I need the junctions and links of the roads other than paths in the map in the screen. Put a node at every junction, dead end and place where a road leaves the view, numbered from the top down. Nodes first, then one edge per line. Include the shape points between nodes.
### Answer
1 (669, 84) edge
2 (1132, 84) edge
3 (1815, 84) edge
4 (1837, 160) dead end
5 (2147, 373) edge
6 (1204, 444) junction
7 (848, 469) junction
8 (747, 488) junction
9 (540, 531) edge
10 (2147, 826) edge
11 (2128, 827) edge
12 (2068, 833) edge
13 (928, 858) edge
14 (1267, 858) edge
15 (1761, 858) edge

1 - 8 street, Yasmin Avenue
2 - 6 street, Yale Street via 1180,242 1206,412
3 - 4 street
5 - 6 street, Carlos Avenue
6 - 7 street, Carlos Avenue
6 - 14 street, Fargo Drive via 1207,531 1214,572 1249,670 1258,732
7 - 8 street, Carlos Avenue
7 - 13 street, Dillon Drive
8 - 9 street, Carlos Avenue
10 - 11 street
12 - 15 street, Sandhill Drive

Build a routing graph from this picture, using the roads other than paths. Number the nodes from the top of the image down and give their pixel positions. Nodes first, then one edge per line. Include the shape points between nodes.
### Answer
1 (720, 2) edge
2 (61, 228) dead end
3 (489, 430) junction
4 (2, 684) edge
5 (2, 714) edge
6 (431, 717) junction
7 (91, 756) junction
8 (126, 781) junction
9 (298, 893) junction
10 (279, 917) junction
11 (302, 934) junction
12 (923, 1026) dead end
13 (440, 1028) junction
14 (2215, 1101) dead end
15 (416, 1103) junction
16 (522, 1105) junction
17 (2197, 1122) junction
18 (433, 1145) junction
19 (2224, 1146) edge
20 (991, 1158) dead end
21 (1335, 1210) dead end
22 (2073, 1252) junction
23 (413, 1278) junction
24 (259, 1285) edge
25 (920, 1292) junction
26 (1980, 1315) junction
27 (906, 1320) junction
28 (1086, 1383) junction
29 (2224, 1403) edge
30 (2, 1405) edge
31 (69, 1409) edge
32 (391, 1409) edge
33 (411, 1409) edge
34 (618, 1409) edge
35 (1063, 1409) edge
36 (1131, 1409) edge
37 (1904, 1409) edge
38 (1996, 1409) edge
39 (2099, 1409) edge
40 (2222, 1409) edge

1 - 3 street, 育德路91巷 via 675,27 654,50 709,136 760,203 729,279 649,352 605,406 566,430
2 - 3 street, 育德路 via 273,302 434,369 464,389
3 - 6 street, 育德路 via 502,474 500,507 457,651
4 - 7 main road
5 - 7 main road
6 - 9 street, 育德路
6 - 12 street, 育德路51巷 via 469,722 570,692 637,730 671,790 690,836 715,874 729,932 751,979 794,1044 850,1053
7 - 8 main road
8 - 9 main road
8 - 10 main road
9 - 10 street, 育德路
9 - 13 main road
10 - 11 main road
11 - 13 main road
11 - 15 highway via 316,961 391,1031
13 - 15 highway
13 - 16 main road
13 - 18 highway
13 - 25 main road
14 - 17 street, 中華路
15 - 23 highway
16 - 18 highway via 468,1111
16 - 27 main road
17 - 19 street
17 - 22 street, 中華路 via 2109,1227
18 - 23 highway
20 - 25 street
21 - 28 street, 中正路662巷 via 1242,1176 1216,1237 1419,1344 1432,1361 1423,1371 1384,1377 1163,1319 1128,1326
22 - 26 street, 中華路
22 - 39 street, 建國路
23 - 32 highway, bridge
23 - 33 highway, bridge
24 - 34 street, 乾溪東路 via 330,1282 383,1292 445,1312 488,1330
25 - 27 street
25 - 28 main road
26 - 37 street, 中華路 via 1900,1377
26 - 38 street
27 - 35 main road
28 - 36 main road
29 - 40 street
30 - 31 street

++++++

Retype the material precisely, leaving out no line.

I need the junctions and links of the roads other than paths in the map in the screen. Put a node at every junction, dead end and place where a road leaves the view, numbered from the top down. Nodes first, then one edge per line. Include the shape points between nodes.
### Answer
1 (669, 84) edge
2 (1132, 84) edge
3 (1815, 84) edge
4 (1837, 160) dead end
5 (2147, 373) edge
6 (1204, 444) junction
7 (848, 469) junction
8 (747, 488) junction
9 (540, 531) edge
10 (2147, 826) edge
11 (2128, 827) edge
12 (2068, 833) edge
13 (928, 858) edge
14 (1267, 858) edge
15 (1761, 858) edge

1 - 8 street, Yasmin Avenue
2 - 6 street, Yale Street via 1180,242 1206,412
3 - 4 street
5 - 6 street, Carlos Avenue
6 - 7 street, Carlos Avenue
6 - 14 street, Fargo Drive via 1207,531 1214,572 1249,670 1258,732
7 - 8 street, Carlos Avenue
7 - 13 street, Dillon Drive
8 - 9 street, Carlos Avenue
10 - 11 street
12 - 15 street, Sandhill Drive

Build a routing graph from this picture, using the roads other than paths. Number the nodes from the top of the image down and give their pixel positions. Nodes first, then one edge per line. Include the shape points between nodes.
### Answer
1 (720, 2) edge
2 (61, 228) dead end
3 (489, 430) junction
4 (2, 684) edge
5 (2, 714) edge
6 (431, 717) junction
7 (91, 756) junction
8 (126, 781) junction
9 (298, 893) junction
10 (279, 917) junction
11 (302, 934) junction
12 (923, 1026) dead end
13 (440, 1028) junction
14 (2215, 1101) dead end
15 (416, 1103) junction
16 (522, 1105) junction
17 (2197, 1122) junction
18 (433, 1145) junction
19 (2224, 1146) edge
20 (991, 1158) dead end
21 (1335, 1210) dead end
22 (2073, 1252) junction
23 (413, 1278) junction
24 (259, 1285) edge
25 (920, 1292) junction
26 (1980, 1315) junction
27 (906, 1320) junction
28 (1086, 1383) junction
29 (2224, 1403) edge
30 (2, 1405) edge
31 (69, 1409) edge
32 (391, 1409) edge
33 (411, 1409) edge
34 (618, 1409) edge
35 (1063, 1409) edge
36 (1131, 1409) edge
37 (1904, 1409) edge
38 (1996, 1409) edge
39 (2099, 1409) edge
40 (2222, 1409) edge

1 - 3 street, 育德路91巷 via 675,27 654,50 709,136 760,203 729,279 649,352 605,406 566,430
2 - 3 street, 育德路 via 273,302 434,369 464,389
3 - 6 street, 育德路 via 502,474 500,507 457,651
4 - 7 main road
5 - 7 main road
6 - 9 street, 育德路
6 - 12 street, 育德路51巷 via 469,722 570,692 637,730 671,790 690,836 715,874 729,932 751,979 794,1044 850,1053
7 - 8 main road
8 - 9 main road
8 - 10 main road
9 - 10 street, 育德路
9 - 13 main road
10 - 11 main road
11 - 13 main road
11 - 15 highway via 316,961 391,1031
13 - 15 highway
13 - 16 main road
13 - 18 highway
13 - 25 main road
14 - 17 street, 中華路
15 - 23 highway
16 - 18 highway via 468,1111
16 - 27 main road
17 - 19 street
17 - 22 street, 中華路 via 2109,1227
18 - 23 highway
20 - 25 street
21 - 28 street, 中正路662巷 via 1242,1176 1216,1237 1419,1344 1432,1361 1423,1371 1384,1377 1163,1319 1128,1326
22 - 26 street, 中華路
22 - 39 street, 建國路
23 - 32 highway, bridge
23 - 33 highway, bridge
24 - 34 street, 乾溪東路 via 330,1282 383,1292 445,1312 488,1330
25 - 27 street
25 - 28 main road
26 - 37 street, 中華路 via 1900,1377
26 - 38 street
27 - 35 main road
28 - 36 main road
29 - 40 street
30 - 31 street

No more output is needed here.